Setelah matahari mulai tinggi saya kembali ke hotel. Tepat pukul 07:30 saya sudah berada di hotel kembali. Sesuai rencana kami akan bertolak ke Kodi tepat pukul 08:00 WITA. Namun apa daya karena kebiasaan jam Indonesia dan salah satu travelmate saya yang susah bangun pagi hingga akhirnya jam 9:00 kami baru bertolak menuju Kodi ha ha.

Perjalanan menuju Kodi ternyata cukup melelahkan. Jalanan rusak parah hampir saya jumpai di sepanjang perjalanan. Namun pemandangan di sepanjang jalan lumayan menghibur saya. Rumah-rumah adat lengkap dengan kubur batu di halaman depan nya. Hutan serta perbukitan juga seolah masih terlihat sangat membuai perjalanan saya.

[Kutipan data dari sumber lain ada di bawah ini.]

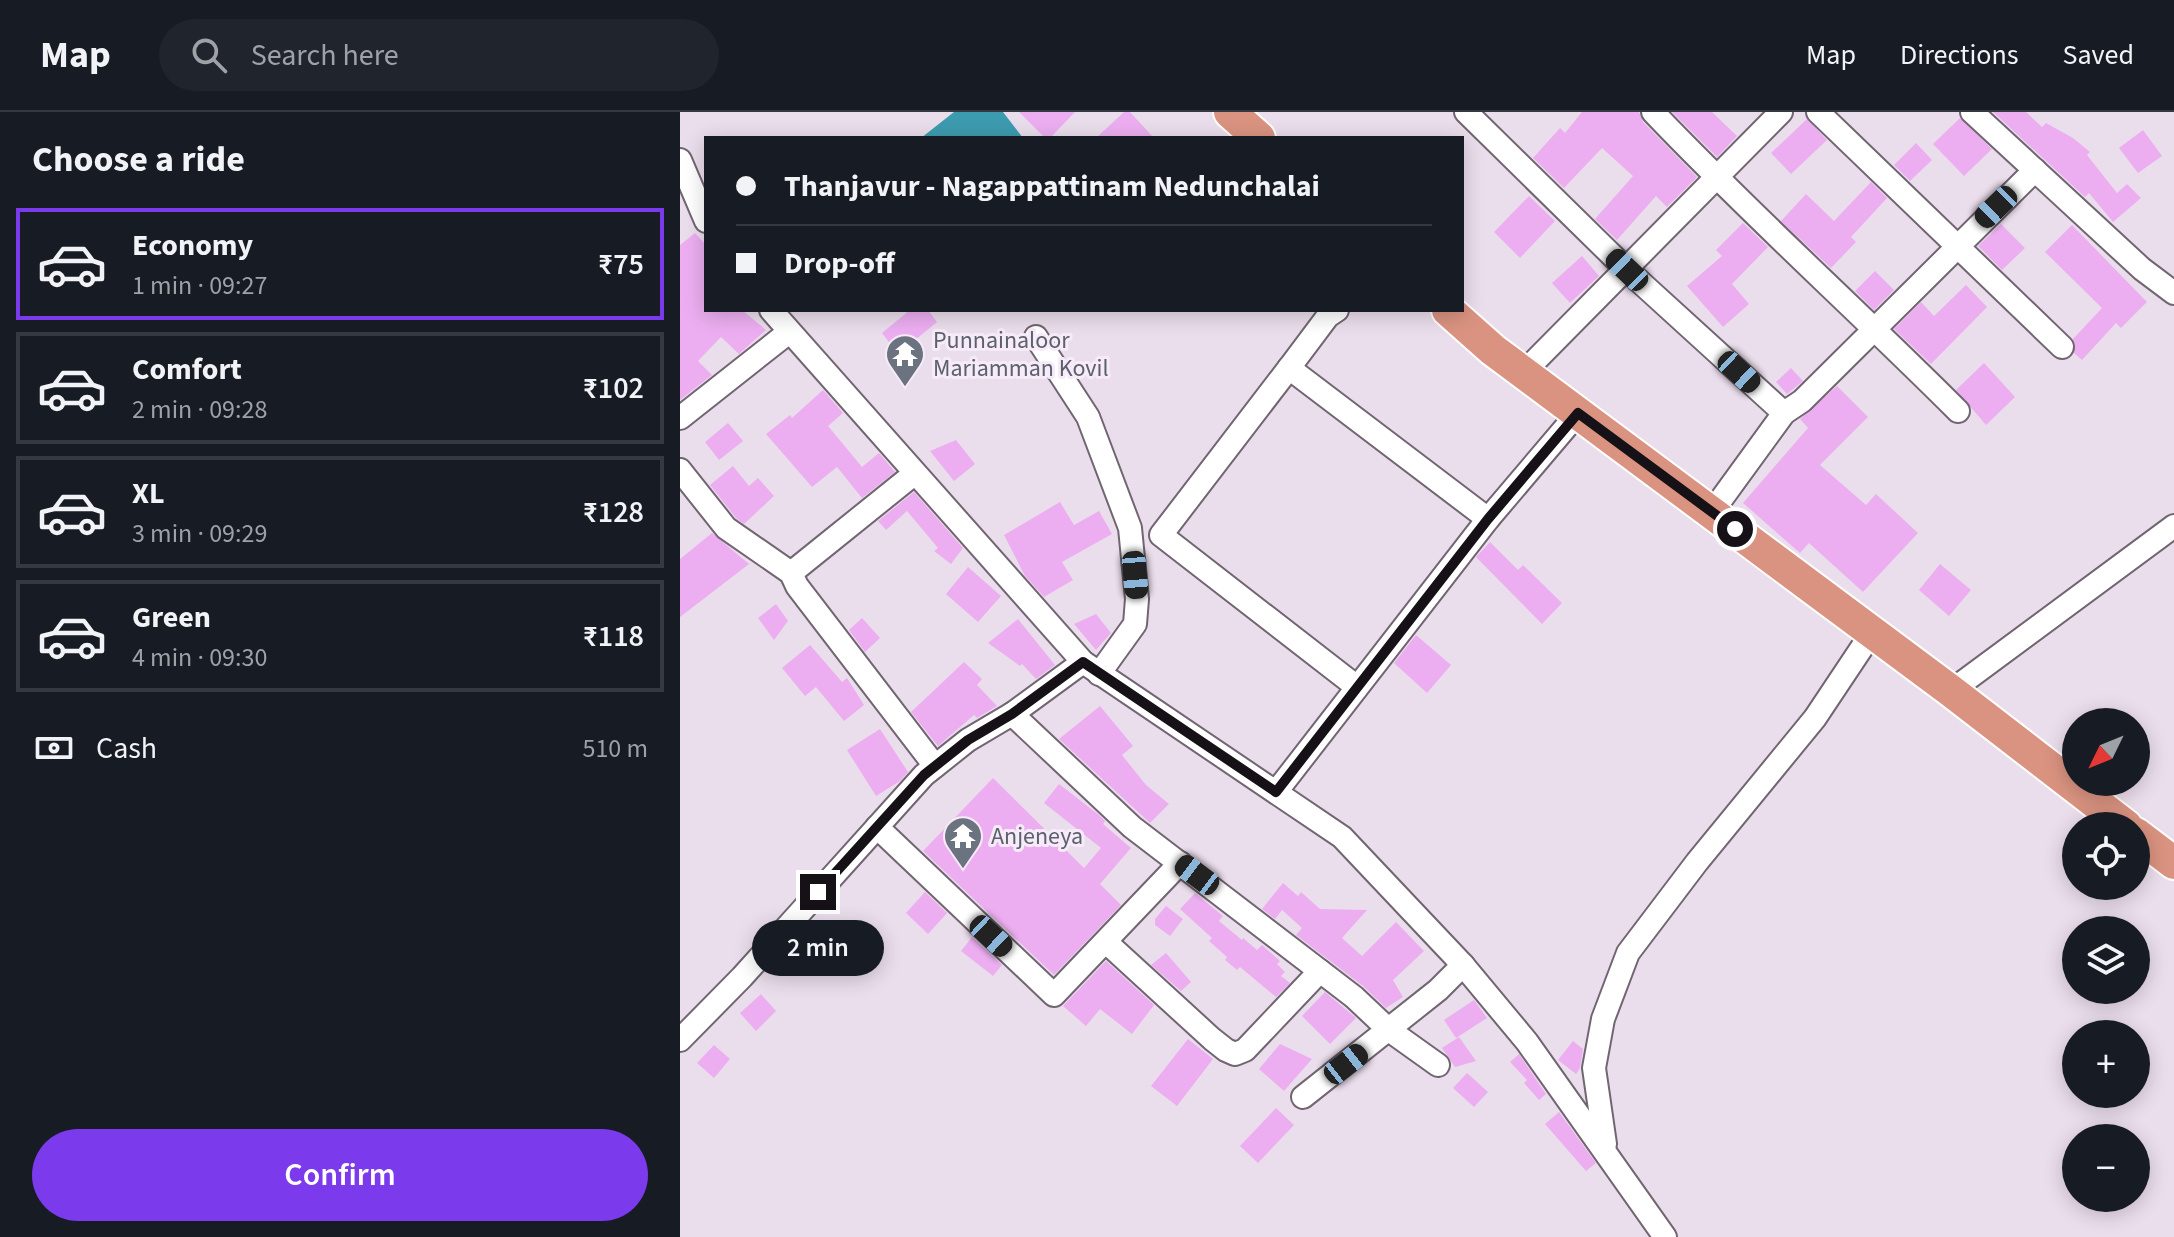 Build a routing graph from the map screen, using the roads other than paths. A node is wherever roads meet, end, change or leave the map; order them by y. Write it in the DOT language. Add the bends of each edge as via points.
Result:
graph roads {
  1 [pos="1230,112"];
  2 [pos="1466,112"];
  3 [pos="1653,112"];
  4 [pos="1781,112"];
  5 [pos="1818,112"];
  6 [pos="1972,112"];
  7 [pos="1257,136"];
  8 [pos="680,160"];
  9 [pos="2035,170"];
  10 [pos="1716,178"];
  11 [pos="704,216"];
  12 [pos="1956,244"];
  13 [pos="1627,270"];
  14 [pos="2174,293"];
  15 [pos="773,312"];
  16 [pos="1334,312"];
  17 [pos="1450,312"];
  18 [pos="1874,327"];
  19 [pos="789,332"];
  20 [pos="1036,337"];
  21 [pos="2062,347"];
  22 [pos="1289,368"];
  23 [pos="1523,373"];
  24 [pos="1958,411"];
  25 [pos="1578,413"];
  26 [pos="1784,413"];
  27 [pos="680,418"];
  28 [pos="680,470"];
  29 [pos="914,474"];
  30 [pos="1712,512"];
  31 [pos="1488,519"];
  32 [pos="2174,526"];
  33 [pos="791,573"];
  34 [pos="1871,634"];
  35 [pos="1091,668"];
  36 [pos="1357,687"];
  37 [pos="1951,691"];
  38 [pos="1012,714"];
  39 [pos="935,766"];
  40 [pos="1276,792"];
  41 [pos="2108,812"];
  42 [pos="877,827"];
  43 [pos="2150,845"];
  44 [pos="1180,863"];
  45 [pos="2174,863"];
  46 [pos="1106,942"];
  47 [pos="1463,965"];
  48 [pos="1320,971"];
  49 [pos="1389,1030"];
  50 [pos="680,1040"];
  51 [pos="1438,1065"];
  52 [pos="1303,1097"];
  53 [pos="1606,1152"];
  54 [pos="1665,1237"];
  1 -- 7 [label="highway"];
  2 -- 13 [label="street"];
  3 -- 10 [label="street"];
  4 -- 10 [label="street"];
  5 -- 12 [label="street"];
  6 -- 9 [label="street"];
  8 -- 11 [label="street"];
  9 -- 12 [label="street"];
  9 -- 14 [label="street"];
  10 -- 13 [label="street"];
  10 -- 18 [label="street"];
  12 -- 18 [label="street"];
  12 -- 21 [label="street"];
  13 -- 23 [label="street"];
  13 -- 26 [label="street"];
  15 -- 19 [label="street"];
  16 -- 22 [label="street"];
  17 -- 23 [label="highway"];
  18 -- 24 [label="street"];
  18 -- 26 [label="street"];
  19 -- 27 [label="street"];
  19 -- 29 [label="street"];
  20 -- 35 [label="street" via="1088,417 1130,528 1135,624"];
  22 -- 31 [label="street"];
  22 -- 36 [label="street" via="1161,535"];
  23 -- 25 [label="highway"];
  25 -- 30 [label="highway"];
  25 -- 31 [label="street"];
  26 -- 30 [label="street"];
  28 -- 33 [label="street" via="726,528"];
  29 -- 33 [label="street"];
  29 -- 35 [label="street"];
  30 -- 34 [label="highway"];
  31 -- 36 [label="street"];
  32 -- 37 [label="street"];
  33 -- 39 [label="street"];
  34 -- 37 [label="highway"];
  34 -- 53 [label="street" via="1815,718 1628,953 1603,1019 1594,1068"];
  35 -- 38 [label="street"];
  35 -- 40 [label="street"];
  36 -- 40 [label="street"];
  37 -- 41 [label="highway"];
  38 -- 39 [label="street"];
  38 -- 44 [label="street" via="1132,827"];
  39 -- 42 [label="street"];
  40 -- 47 [label="street" via="1342,837"];
  42 -- 46 [label="street" via="1054,995"];
  42 -- 50 [label="street"];
  43 -- 45 [label="highway"];
  44 -- 46 [label="street"];
  44 -- 48 [label="street"];
  46 -- 48 [label="street" via="1235,1054 1245,1050"];
  47 -- 49 [label="street"];
  47 -- 53 [label="street" via="1527,1042"];
  48 -- 49 [label="street"];
  49 -- 51 [label="street"];
  49 -- 52 [label="street"];
  53 -- 54 [label="street"];
} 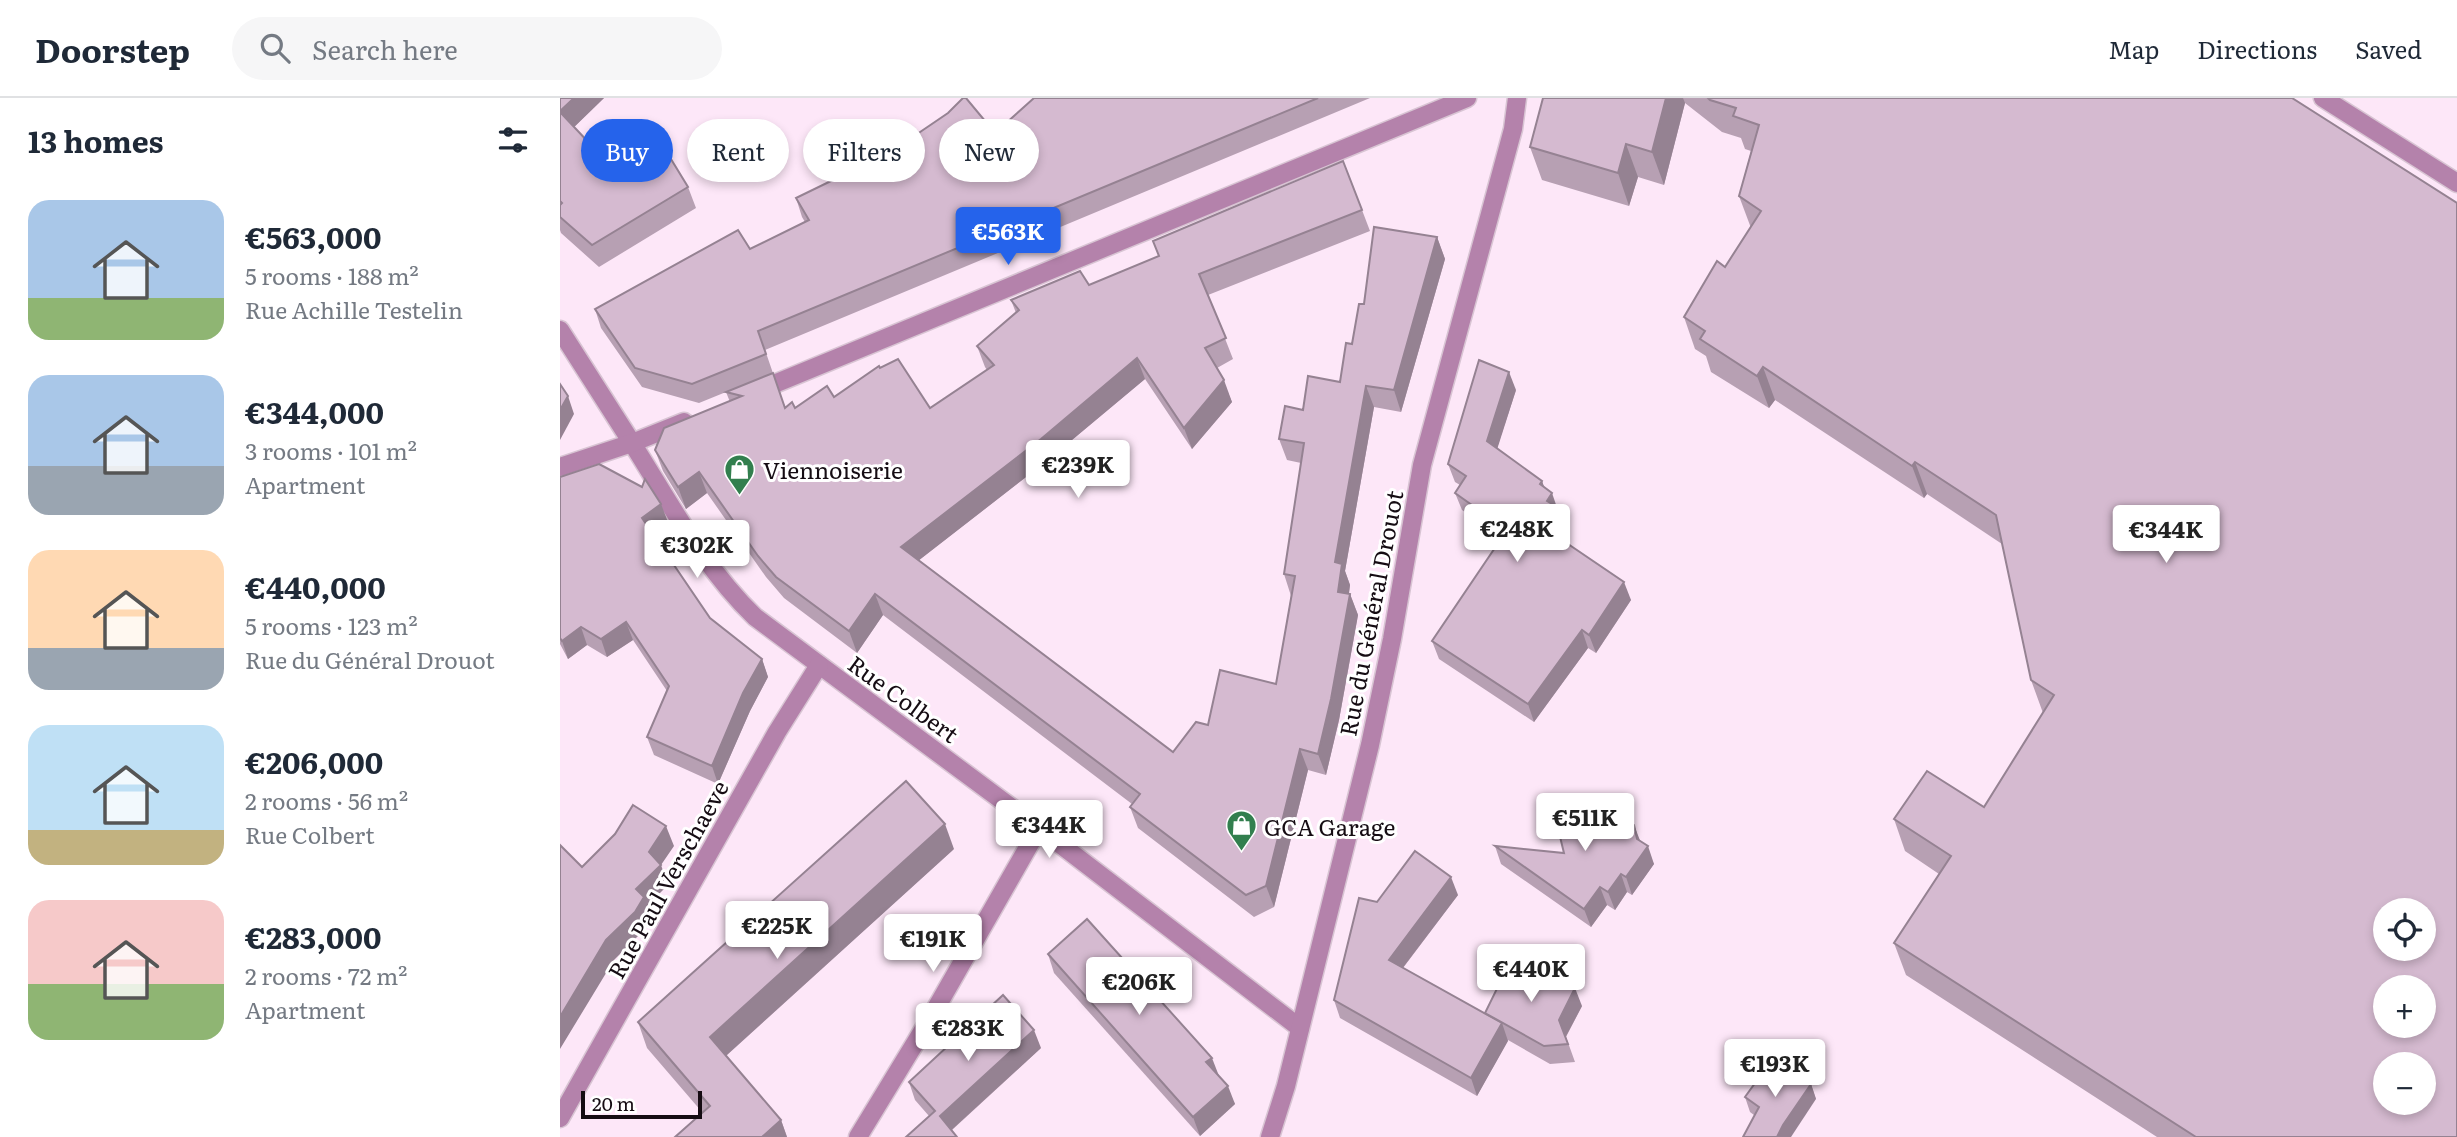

Tidak terasa sudah satu jam lebih kami bercengkrama dengan jalanan rusak, hingga akhirnya kami menemukan Polsek Kodi yang akan menjadi cek poin kami.  Mas Raya sudah menunggu kami. “Katanya paling telat jam 8 sudah berangkat dari Waitabula” pertanyaan meledek yang membuat Ratih tersenyum-senyum nakal, karena memang dialah biang kerok nya hingga kami baru start dari Waitabula jam 09:00 ha ha.

kampung Ratenggaro
kampung Ratenggaro

Rencana kembali kami susun untuk eksplore daerah kodi dan sekitarnya, padahal sebelumnya saya juga tidak mengetahui ada apa aja di daerah ini. Rencana dadakan sudah tersusun, tujuan utama adalah kampung Ratenggaro, sebuah kampung tradisional yang masih memegang teguh kepercayaan Marapu. Letak kampung ini sangat indah sekali, di atas sebuah tebing yang bawahnya terdapat sebuah muara sungai yang bersebalahan dengan laut yang berpasir putih. Sementara itu di pinggir-pinggir pantai terdapat beberapa kubur batu leluhur mereka. Bongkahan-bongkahan batu raksasa itu seolah menyimpan banyak sekali misteri yang belum terungkap.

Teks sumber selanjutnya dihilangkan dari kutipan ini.